This kind of experience was repeated many, many times over in different forms and different institutional levels over the next decade. We had produced a form of knowledge acceptable to global and national institutions, which then was reproduced in different formats into ‘policy’ speak. The policy speak was never allowed to contradict the main policy line which was liberalism and market friendliness. Very gradually the terms in development and its meaning began to change. You weren’t allowed to mention redistribution because that would question the neoliberal economic paradigm within which all policies had to operate; terms like class were replaced by innocuous ones like ‘the poor’, and gender became women and then women and men. We were back to the biological rather than the social difference between women and men. Any language that smacked of political transformation was gradually eased out. I had been complicit in creating a Frankenstein that we could no longer control.
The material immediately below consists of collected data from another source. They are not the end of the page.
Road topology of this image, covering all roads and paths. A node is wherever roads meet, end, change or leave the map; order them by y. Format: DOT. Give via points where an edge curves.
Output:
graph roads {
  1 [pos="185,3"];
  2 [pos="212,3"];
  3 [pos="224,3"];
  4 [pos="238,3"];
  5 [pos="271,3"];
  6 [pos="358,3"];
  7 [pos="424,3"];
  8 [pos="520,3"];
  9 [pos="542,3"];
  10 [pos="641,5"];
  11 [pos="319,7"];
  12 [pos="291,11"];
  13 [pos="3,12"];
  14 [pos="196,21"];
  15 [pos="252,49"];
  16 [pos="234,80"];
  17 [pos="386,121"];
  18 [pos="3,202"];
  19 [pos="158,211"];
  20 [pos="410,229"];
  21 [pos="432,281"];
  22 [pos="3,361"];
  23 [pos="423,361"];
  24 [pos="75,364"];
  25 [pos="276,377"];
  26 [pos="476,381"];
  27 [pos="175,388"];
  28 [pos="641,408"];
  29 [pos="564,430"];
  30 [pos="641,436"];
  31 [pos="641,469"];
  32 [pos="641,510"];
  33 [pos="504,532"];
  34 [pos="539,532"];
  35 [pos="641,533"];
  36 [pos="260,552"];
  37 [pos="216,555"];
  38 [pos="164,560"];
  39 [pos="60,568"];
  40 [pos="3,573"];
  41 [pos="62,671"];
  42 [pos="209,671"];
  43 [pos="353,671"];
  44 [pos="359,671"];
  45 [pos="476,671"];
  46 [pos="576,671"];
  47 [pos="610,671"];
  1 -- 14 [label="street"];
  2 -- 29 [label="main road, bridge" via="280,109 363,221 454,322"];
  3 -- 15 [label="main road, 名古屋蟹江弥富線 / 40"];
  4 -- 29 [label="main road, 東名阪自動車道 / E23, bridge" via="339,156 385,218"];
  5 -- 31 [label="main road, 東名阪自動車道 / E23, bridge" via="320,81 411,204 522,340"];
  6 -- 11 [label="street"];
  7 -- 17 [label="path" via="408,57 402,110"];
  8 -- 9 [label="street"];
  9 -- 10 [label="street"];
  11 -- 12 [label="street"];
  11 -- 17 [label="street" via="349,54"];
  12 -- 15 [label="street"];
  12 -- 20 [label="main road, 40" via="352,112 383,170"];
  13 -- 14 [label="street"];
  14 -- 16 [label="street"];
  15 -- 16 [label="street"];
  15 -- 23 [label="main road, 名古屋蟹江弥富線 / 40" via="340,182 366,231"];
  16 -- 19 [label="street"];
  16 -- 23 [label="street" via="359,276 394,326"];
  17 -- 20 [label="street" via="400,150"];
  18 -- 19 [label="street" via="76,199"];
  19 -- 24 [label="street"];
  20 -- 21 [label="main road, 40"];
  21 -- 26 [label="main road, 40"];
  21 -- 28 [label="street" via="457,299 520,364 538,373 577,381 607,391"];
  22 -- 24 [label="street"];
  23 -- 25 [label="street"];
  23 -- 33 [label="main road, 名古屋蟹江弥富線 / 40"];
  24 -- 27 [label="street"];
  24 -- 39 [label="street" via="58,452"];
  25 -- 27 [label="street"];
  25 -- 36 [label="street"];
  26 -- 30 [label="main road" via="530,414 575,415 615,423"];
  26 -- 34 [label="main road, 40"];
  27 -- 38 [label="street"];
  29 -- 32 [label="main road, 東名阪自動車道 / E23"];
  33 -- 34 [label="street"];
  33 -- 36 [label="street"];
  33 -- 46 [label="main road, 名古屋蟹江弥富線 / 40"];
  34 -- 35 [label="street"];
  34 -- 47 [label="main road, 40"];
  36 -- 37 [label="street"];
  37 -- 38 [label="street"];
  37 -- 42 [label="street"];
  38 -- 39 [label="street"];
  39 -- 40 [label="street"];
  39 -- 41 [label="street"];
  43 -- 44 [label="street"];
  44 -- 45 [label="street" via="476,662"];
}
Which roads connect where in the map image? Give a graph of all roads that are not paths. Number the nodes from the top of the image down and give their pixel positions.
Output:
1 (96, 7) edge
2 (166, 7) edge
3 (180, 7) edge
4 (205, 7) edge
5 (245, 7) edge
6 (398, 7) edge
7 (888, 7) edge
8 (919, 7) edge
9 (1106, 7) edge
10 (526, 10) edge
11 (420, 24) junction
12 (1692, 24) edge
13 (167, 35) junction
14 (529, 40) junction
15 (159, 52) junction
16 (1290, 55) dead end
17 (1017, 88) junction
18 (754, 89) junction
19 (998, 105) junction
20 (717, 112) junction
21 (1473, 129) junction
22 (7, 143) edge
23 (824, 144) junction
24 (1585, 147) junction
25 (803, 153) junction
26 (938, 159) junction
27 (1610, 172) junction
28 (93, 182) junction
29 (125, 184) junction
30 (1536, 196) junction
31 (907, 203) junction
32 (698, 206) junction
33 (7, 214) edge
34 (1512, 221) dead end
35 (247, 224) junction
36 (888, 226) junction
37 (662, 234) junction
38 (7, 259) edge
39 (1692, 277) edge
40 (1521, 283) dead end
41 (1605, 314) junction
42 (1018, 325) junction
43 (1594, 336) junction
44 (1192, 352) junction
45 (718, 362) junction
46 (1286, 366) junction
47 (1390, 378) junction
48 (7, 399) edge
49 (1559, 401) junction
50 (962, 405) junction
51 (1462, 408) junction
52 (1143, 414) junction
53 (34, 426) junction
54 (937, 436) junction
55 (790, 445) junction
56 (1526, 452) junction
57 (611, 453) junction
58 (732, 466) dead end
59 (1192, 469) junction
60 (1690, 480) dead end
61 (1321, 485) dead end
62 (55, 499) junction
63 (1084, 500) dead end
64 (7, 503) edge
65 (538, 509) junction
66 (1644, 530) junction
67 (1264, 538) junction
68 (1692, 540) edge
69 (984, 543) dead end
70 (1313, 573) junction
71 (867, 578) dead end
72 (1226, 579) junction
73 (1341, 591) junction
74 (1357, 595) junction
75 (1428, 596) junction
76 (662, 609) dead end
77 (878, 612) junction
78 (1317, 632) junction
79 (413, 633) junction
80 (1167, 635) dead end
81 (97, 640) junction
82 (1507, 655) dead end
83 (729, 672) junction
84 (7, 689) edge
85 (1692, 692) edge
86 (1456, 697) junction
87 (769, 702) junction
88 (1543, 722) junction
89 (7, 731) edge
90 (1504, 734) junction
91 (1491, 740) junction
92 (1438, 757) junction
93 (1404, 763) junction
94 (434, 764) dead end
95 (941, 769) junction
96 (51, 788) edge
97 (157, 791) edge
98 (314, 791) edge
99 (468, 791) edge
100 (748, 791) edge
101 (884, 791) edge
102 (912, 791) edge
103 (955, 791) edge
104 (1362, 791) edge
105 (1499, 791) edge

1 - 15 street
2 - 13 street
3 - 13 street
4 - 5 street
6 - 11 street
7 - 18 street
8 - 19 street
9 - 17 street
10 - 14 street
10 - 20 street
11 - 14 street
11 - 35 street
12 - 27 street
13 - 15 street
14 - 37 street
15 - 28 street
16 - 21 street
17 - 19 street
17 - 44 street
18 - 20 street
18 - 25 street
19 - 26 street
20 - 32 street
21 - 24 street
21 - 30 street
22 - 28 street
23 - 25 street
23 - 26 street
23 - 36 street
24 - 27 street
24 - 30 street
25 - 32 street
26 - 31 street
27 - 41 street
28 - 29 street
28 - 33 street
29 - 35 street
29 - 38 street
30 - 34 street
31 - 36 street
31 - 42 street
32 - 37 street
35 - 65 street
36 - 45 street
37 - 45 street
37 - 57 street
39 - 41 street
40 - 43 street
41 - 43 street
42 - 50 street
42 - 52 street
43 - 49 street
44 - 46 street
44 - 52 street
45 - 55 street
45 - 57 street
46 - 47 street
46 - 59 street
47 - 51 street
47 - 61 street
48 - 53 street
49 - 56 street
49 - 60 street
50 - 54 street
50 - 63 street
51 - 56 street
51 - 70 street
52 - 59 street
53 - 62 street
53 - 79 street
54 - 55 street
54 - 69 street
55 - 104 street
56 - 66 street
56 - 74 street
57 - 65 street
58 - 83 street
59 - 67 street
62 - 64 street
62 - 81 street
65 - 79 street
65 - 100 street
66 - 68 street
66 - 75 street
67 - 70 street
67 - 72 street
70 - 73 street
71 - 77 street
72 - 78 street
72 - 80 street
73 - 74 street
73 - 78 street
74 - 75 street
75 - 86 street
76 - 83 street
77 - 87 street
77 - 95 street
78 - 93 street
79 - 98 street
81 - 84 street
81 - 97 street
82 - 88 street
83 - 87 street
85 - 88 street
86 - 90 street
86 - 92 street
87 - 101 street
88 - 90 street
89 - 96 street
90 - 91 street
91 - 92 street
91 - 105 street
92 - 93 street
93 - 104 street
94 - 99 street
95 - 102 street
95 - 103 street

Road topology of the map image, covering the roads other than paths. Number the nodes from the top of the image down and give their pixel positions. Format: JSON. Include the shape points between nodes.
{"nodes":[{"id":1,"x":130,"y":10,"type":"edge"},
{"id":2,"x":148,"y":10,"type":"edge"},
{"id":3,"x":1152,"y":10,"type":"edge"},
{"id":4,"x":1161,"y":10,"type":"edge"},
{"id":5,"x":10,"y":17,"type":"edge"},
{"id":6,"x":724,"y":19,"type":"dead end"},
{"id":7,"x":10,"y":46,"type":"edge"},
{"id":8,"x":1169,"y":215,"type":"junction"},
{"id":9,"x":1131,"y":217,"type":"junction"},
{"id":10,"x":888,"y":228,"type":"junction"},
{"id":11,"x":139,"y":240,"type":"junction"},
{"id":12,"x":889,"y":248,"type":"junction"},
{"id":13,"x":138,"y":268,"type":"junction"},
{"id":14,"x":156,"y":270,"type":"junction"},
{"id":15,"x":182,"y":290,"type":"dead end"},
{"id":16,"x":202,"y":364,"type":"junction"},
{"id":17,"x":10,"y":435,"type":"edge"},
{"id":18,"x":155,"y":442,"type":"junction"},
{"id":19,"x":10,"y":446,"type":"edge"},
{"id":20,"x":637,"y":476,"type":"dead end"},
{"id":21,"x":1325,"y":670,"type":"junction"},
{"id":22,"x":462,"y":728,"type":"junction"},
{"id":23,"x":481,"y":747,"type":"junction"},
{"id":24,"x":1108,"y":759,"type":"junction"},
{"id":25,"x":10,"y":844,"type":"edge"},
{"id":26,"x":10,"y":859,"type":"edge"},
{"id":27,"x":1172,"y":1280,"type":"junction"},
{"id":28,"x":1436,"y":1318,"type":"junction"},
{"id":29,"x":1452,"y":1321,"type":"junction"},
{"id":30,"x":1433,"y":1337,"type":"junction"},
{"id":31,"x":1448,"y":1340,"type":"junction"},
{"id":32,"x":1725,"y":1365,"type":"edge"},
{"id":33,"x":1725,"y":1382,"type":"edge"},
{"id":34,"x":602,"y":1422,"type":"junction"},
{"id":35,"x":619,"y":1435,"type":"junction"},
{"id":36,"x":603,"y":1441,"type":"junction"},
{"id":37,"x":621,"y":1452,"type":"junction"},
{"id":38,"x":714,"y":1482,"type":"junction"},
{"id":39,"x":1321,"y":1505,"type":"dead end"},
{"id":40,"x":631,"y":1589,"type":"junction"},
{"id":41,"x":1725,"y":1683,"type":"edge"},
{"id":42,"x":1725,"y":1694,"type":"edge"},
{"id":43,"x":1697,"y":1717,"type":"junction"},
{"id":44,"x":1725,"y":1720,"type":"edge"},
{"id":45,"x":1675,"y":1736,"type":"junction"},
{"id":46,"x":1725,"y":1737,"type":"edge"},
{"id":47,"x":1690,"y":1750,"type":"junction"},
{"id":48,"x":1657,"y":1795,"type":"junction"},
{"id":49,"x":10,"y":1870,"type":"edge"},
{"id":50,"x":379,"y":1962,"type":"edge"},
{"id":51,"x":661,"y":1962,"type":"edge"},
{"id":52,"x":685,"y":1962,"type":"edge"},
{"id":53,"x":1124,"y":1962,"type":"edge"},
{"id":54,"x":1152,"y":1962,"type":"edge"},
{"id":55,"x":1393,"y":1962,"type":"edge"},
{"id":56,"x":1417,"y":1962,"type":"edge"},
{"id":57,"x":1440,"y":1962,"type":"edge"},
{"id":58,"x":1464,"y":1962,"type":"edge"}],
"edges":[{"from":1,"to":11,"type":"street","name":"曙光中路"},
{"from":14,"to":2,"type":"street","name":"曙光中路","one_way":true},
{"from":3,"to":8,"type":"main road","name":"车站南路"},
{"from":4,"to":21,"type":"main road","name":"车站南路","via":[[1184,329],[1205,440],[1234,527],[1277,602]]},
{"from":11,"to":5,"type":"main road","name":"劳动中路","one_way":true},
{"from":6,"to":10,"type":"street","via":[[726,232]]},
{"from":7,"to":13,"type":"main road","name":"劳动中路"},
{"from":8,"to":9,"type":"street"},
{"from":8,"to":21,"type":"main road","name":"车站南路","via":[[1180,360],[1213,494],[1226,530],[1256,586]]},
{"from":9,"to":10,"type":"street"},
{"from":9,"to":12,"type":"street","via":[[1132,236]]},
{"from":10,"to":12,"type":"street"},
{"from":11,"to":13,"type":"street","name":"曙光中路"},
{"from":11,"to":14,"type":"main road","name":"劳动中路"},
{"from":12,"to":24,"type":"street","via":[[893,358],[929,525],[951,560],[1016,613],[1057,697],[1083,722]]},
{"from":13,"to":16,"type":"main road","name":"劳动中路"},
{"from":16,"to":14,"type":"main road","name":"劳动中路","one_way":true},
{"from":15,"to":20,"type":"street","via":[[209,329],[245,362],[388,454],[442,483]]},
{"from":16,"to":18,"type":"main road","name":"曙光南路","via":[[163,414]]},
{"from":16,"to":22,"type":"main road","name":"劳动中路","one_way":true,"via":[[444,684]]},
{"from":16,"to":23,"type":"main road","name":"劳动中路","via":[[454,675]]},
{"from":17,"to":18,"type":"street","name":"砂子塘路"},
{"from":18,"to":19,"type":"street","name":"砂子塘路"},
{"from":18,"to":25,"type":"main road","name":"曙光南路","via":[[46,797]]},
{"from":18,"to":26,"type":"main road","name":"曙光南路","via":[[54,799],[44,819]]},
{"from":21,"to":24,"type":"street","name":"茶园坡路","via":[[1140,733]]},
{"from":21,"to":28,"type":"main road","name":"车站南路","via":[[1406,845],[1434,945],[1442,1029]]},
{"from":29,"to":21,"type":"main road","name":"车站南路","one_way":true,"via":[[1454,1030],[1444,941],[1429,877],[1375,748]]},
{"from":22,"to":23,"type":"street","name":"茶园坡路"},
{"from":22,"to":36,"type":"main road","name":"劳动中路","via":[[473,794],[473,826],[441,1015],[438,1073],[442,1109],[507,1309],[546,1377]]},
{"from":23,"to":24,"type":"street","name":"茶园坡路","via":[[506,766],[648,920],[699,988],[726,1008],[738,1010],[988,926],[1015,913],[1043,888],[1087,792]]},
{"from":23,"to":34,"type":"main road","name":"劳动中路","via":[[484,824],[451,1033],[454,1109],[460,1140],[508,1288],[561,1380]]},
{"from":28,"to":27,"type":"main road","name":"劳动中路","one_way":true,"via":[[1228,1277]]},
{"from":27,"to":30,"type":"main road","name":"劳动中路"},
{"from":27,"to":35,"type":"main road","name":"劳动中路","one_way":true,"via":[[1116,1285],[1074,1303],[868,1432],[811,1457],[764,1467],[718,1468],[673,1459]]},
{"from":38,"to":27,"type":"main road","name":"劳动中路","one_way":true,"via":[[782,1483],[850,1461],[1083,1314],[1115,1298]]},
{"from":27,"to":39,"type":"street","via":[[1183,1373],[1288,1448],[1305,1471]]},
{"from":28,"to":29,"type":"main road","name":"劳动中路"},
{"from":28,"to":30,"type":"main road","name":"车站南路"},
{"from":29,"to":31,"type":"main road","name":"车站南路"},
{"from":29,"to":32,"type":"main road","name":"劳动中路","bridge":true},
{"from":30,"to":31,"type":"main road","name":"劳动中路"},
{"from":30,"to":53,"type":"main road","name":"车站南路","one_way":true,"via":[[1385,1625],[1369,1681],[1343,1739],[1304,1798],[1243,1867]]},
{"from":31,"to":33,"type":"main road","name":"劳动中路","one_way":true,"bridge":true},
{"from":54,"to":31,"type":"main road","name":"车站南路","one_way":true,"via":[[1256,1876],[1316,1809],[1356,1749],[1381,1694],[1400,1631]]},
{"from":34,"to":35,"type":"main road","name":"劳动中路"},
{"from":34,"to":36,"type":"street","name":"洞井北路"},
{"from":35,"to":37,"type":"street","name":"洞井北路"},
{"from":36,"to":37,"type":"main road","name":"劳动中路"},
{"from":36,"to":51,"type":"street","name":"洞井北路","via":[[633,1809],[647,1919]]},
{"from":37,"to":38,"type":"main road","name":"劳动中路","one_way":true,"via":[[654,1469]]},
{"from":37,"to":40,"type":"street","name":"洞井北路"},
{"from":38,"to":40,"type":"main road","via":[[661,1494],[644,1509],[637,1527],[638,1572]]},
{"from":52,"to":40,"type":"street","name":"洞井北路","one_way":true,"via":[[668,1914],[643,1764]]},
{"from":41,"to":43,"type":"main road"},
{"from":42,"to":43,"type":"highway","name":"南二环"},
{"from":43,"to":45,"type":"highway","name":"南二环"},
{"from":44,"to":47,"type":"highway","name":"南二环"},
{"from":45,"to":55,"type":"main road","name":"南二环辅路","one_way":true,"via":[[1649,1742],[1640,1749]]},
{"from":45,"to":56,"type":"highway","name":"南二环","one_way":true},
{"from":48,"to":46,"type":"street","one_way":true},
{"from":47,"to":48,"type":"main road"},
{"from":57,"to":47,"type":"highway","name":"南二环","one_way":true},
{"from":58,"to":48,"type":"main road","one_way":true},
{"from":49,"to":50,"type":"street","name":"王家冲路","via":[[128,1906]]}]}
Did the decade of efforts since Beijing 1995 have any concrete impact? It certainly did; the ubiquity of gender within institutional policies and actual programmes supported is proof that there were changes. I personally have witnessed the launch of many extraordinary feminists in the aftermath of Beijing. As Lina Abou-Habib writes in her article entitled, ‘The journey began in 1995: how Beijing shaped 25 years of feminist activism’ (2020), her work on gender equality began with being part of the preparatory process and the Beijing Conference in 1995 itself. The preparatory process introduced her to a whole network of feminists across the middle east. In the next decades these networks undertook many campaigns in the countries of the region for changes to policy and law, laws that continued to reinforce women’s subordinate position and were often anti-woman. This included the controversial law of nationality that all these countries have that disallows women from passing on their nationality to their children; only the father’s nationality can be passed on to their children. And not to forget the most treasured outcome of all, the solidarity and friends that we made from all over the world which linked us to common goals of social transformation and change.  

The Beijing Conference had other important consequences too. It opened up the discussion on sex and sexuality beyond its definition in reproductive health policies. The world-wide HIV/AIDS pandemic in the late 1990s brought to the fore the vulnerability of specific groups in society as they contracted and died from this sexually transmitted disease. It also gave visibility to groups that hitherto had lived at the margins of society and whose livelihoods were dependent on the sexual economy. Sex workers both male and female, transgender peoples all of whom we had done our best to ignore came out in the open and became key in the fight back against this devastating pandemic. Women’s movements had never accommodated either sex workers or transgender persons and it remains so today. But what it did do is open up the possibility of seeing the many sexualities that today have become a part of feminist discussions. 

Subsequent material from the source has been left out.